- _PROVIDED ENTRIES_:

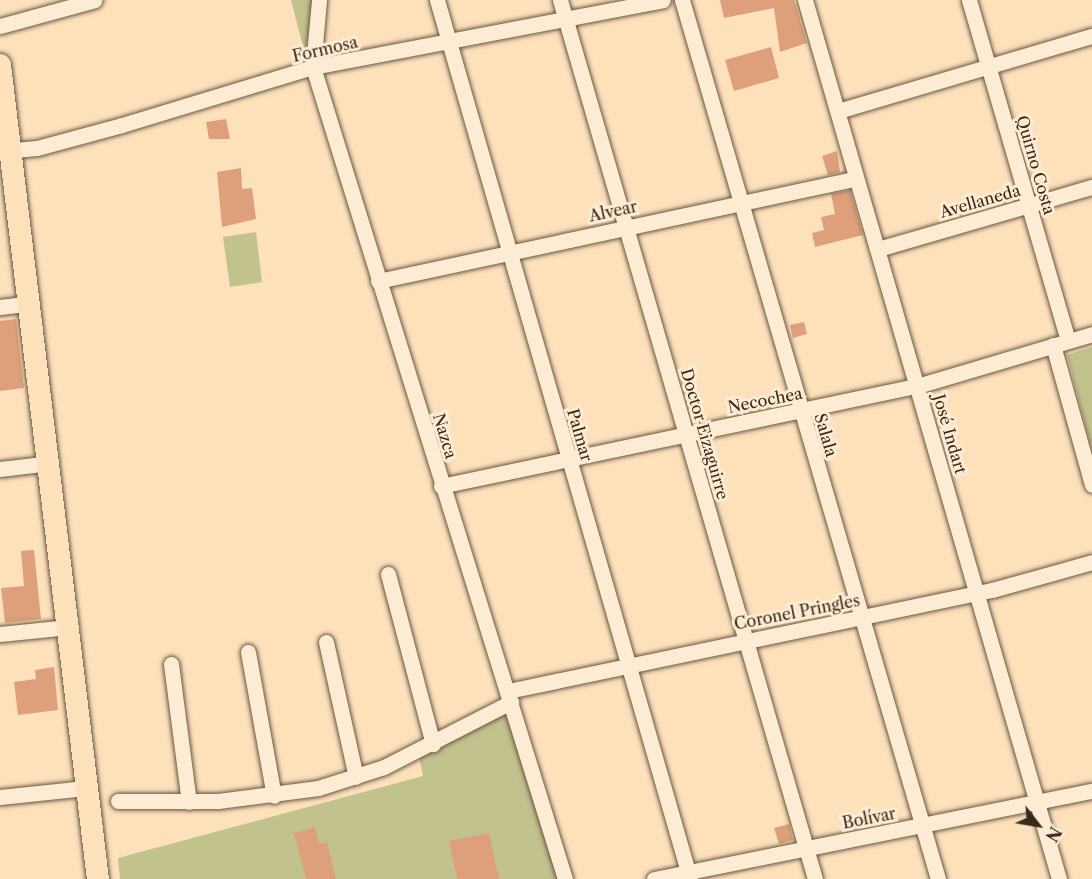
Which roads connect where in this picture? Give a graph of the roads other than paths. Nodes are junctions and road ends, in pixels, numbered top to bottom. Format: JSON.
{"nodes":[{"id":1,"x":94,"y":0,"type":"edge"},
{"id":2,"x":320,"y":0,"type":"edge"},
{"id":3,"x":437,"y":0,"type":"edge"},
{"id":4,"x":560,"y":0,"type":"edge"},
{"id":5,"x":663,"y":0,"type":"edge"},
{"id":6,"x":682,"y":0,"type":"edge"},
{"id":7,"x":805,"y":0,"type":"edge"},
{"id":8,"x":969,"y":0,"type":"edge"},
{"id":9,"x":566,"y":20,"type":"junction"},
{"id":10,"x":0,"y":26,"type":"edge"},
{"id":11,"x":1092,"y":36,"type":"edge"},
{"id":12,"x":450,"y":43,"type":"junction"},
{"id":13,"x":0,"y":65,"type":"edge"},
{"id":14,"x":313,"y":67,"type":"junction"},
{"id":15,"x":989,"y":67,"type":"junction"},
{"id":16,"x":838,"y":111,"type":"junction"},
{"id":17,"x":7,"y":151,"type":"edge"},
{"id":18,"x":855,"y":179,"type":"junction"},
{"id":19,"x":1092,"y":187,"type":"edge"},
{"id":20,"x":741,"y":203,"type":"junction"},
{"id":21,"x":1029,"y":205,"type":"junction"},
{"id":22,"x":626,"y":226,"type":"junction"},
{"id":23,"x":878,"y":249,"type":"junction"},
{"id":24,"x":509,"y":251,"type":"junction"},
{"id":25,"x":378,"y":281,"type":"junction"},
{"id":26,"x":31,"y":303,"type":"junction"},
{"id":27,"x":0,"y":307,"type":"edge"},
{"id":28,"x":1092,"y":334,"type":"edge"},
{"id":29,"x":1068,"y":341,"type":"junction"},
{"id":30,"x":1053,"y":345,"type":"junction"},
{"id":31,"x":917,"y":386,"type":"junction"},
{"id":32,"x":801,"y":411,"type":"junction"},
{"id":33,"x":686,"y":433,"type":"junction"},
{"id":34,"x":568,"y":458,"type":"junction"},
{"id":35,"x":50,"y":463,"type":"junction"},
{"id":36,"x":0,"y":469,"type":"edge"},
{"id":37,"x":1092,"y":485,"type":"edge"},
{"id":38,"x":441,"y":486,"type":"junction"},
{"id":39,"x":1092,"y":562,"type":"edge"},
{"id":40,"x":388,"y":574,"type":"dead end"},
{"id":41,"x":976,"y":594,"type":"junction"},
{"id":42,"x":862,"y":617,"type":"junction"},
{"id":43,"x":69,"y":627,"type":"junction"},
{"id":44,"x":0,"y":634,"type":"edge"},
{"id":45,"x":746,"y":640,"type":"junction"},
{"id":46,"x":326,"y":642,"type":"dead end"},
{"id":47,"x":248,"y":652,"type":"dead end"},
{"id":48,"x":171,"y":664,"type":"dead end"},
{"id":49,"x":629,"y":664,"type":"junction"},
{"id":50,"x":510,"y":696,"type":"junction"},
{"id":51,"x":433,"y":744,"type":"junction"},
{"id":52,"x":356,"y":777,"type":"junction"},
{"id":53,"x":86,"y":788,"type":"junction"},
{"id":54,"x":1092,"y":791,"type":"edge"},
{"id":55,"x":274,"y":796,"type":"junction"},
{"id":56,"x":0,"y":797,"type":"edge"},
{"id":57,"x":118,"y":801,"type":"dead end"},
{"id":58,"x":189,"y":801,"type":"junction"},
{"id":59,"x":1035,"y":803,"type":"junction"},
{"id":60,"x":922,"y":826,"type":"junction"},
{"id":61,"x":806,"y":849,"type":"junction"},
{"id":62,"x":689,"y":876,"type":"edge"},
{"id":63,"x":98,"y":879,"type":"edge"},
{"id":64,"x":564,"y":879,"type":"edge"},
{"id":65,"x":654,"y":879,"type":"edge"},
{"id":66,"x":815,"y":879,"type":"edge"},
{"id":67,"x":938,"y":879,"type":"edge"},
{"id":68,"x":1059,"y":879,"type":"edge"}],
"edges":[{"from":1,"to":10,"type":"street"},
{"from":2,"to":14,"type":"street","name":"Nazca"},
{"from":3,"to":12,"type":"street","name":"Palmar"},
{"from":4,"to":9,"type":"street","name":"Doctor Eizaguirre"},
{"from":5,"to":9,"type":"street","name":"Formosa"},
{"from":6,"to":20,"type":"street","name":"Salala"},
{"from":7,"to":16,"type":"street","name":"José Indart"},
{"from":8,"to":15,"type":"street","name":"Quirno Costa"},
{"from":9,"to":12,"type":"street","name":"Formosa"},
{"from":9,"to":22,"type":"street","name":"Doctor Eizaguirre"},
{"from":11,"to":15,"type":"street"},
{"from":12,"to":14,"type":"street","name":"Formosa"},
{"from":12,"to":24,"type":"street","name":"Palmar"},
{"from":13,"to":17,"type":"highway"},
{"from":14,"to":17,"type":"street","name":"Formosa"},
{"from":14,"to":25,"type":"street","name":"Nazca"},
{"from":15,"to":16,"type":"street"},
{"from":15,"to":21,"type":"street","name":"Quirno Costa"},
{"from":16,"to":18,"type":"street","name":"José Indart"},
{"from":17,"to":26,"type":"highway"},
{"from":18,"to":20,"type":"street","name":"Alvear"},
{"from":18,"to":23,"type":"street","name":"José Indart"},
{"from":19,"to":21,"type":"street","name":"Avellaneda"},
{"from":20,"to":22,"type":"street","name":"Alvear"},
{"from":20,"to":32,"type":"street","name":"Salala"},
{"from":21,"to":23,"type":"street","name":"Avellaneda"},
{"from":21,"to":29,"type":"street","name":"Quirno Costa"},
{"from":22,"to":24,"type":"street","name":"Alvear"},
{"from":22,"to":33,"type":"street","name":"Doctor Eizaguirre"},
{"from":23,"to":31,"type":"street","name":"José Indart"},
{"from":24,"to":25,"type":"street","name":"Alvear"},
{"from":24,"to":34,"type":"street","name":"Palmar"},
{"from":25,"to":38,"type":"street","name":"Nazca"},
{"from":26,"to":27,"type":"street"},
{"from":26,"to":35,"type":"highway"},
{"from":28,"to":29,"type":"street","name":"Necochea"},
{"from":29,"to":30,"type":"street","name":"Necochea"},
{"from":30,"to":31,"type":"street","name":"Necochea"},
{"from":30,"to":37,"type":"street"},
{"from":31,"to":32,"type":"street","name":"Necochea"},
{"from":31,"to":41,"type":"street","name":"José Indart"},
{"from":32,"to":33,"type":"street","name":"Necochea"},
{"from":32,"to":42,"type":"street","name":"Salala"},
{"from":33,"to":34,"type":"street","name":"Necochea"},
{"from":33,"to":45,"type":"street","name":"Doctor Eizaguirre"},
{"from":34,"to":38,"type":"street","name":"Necochea"},
{"from":34,"to":49,"type":"street","name":"Palmar"},
{"from":35,"to":36,"type":"street"},
{"from":35,"to":43,"type":"highway"},
{"from":38,"to":50,"type":"street","name":"Nazca"},
{"from":39,"to":41,"type":"street","name":"Coronel Pringles"},
{"from":40,"to":51,"type":"street"},
{"from":41,"to":42,"type":"street","name":"Coronel Pringles"},
{"from":41,"to":59,"type":"street","name":"José Indart"},
{"from":42,"to":45,"type":"street","name":"Coronel Pringles"},
{"from":42,"to":60,"type":"street","name":"Salala"},
{"from":43,"to":44,"type":"street"},
{"from":43,"to":53,"type":"highway"},
{"from":45,"to":49,"type":"street","name":"Coronel Pringles"},
{"from":45,"to":61,"type":"street","name":"Doctor Eizaguirre"},
{"from":46,"to":52,"type":"street"},
{"from":47,"to":55,"type":"street"},
{"from":48,"to":58,"type":"street"},
{"from":49,"to":50,"type":"street","name":"Coronel Pringles"},
{"from":49,"to":62,"type":"street","name":"Palmar"},
{"from":50,"to":51,"type":"street","name":"Coronel Pringles"},
{"from":50,"to":64,"type":"street","name":"Nazca"},
{"from":51,"to":52,"type":"street","name":"Coronel Pringles"},
{"from":52,"to":55,"type":"street","name":"Coronel Pringles"},
{"from":53,"to":56,"type":"street"},
{"from":53,"to":63,"type":"highway"},
{"from":54,"to":59,"type":"street","name":"Bolívar"},
{"from":55,"to":58,"type":"street","name":"Coronel Pringles"},
{"from":57,"to":58,"type":"street","name":"Coronel Pringles"},
{"from":59,"to":60,"type":"street","name":"Bolívar"},
{"from":59,"to":68,"type":"street","name":"José Indart"},
{"from":60,"to":61,"type":"street","name":"Bolívar"},
{"from":60,"to":67,"type":"street","name":"Salala"},
{"from":61,"to":62,"type":"street","name":"Bolívar"},
{"from":61,"to":66,"type":"street","name":"Doctor Eizaguirre"},
{"from":62,"to":65,"type":"street","name":"Bolívar"}]}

- _WORK INSTRUCTION_: Each line above that contains the word "Nazca" must be copied.

- _WRITTEN REPLY_:
{"from":2,"to":14,"type":"street","name":"Nazca"},
{"from":14,"to":25,"type":"street","name":"Nazca"},
{"from":25,"to":38,"type":"street","name":"Nazca"},
{"from":38,"to":50,"type":"street","name":"Nazca"},
{"from":50,"to":64,"type":"street","name":"Nazca"},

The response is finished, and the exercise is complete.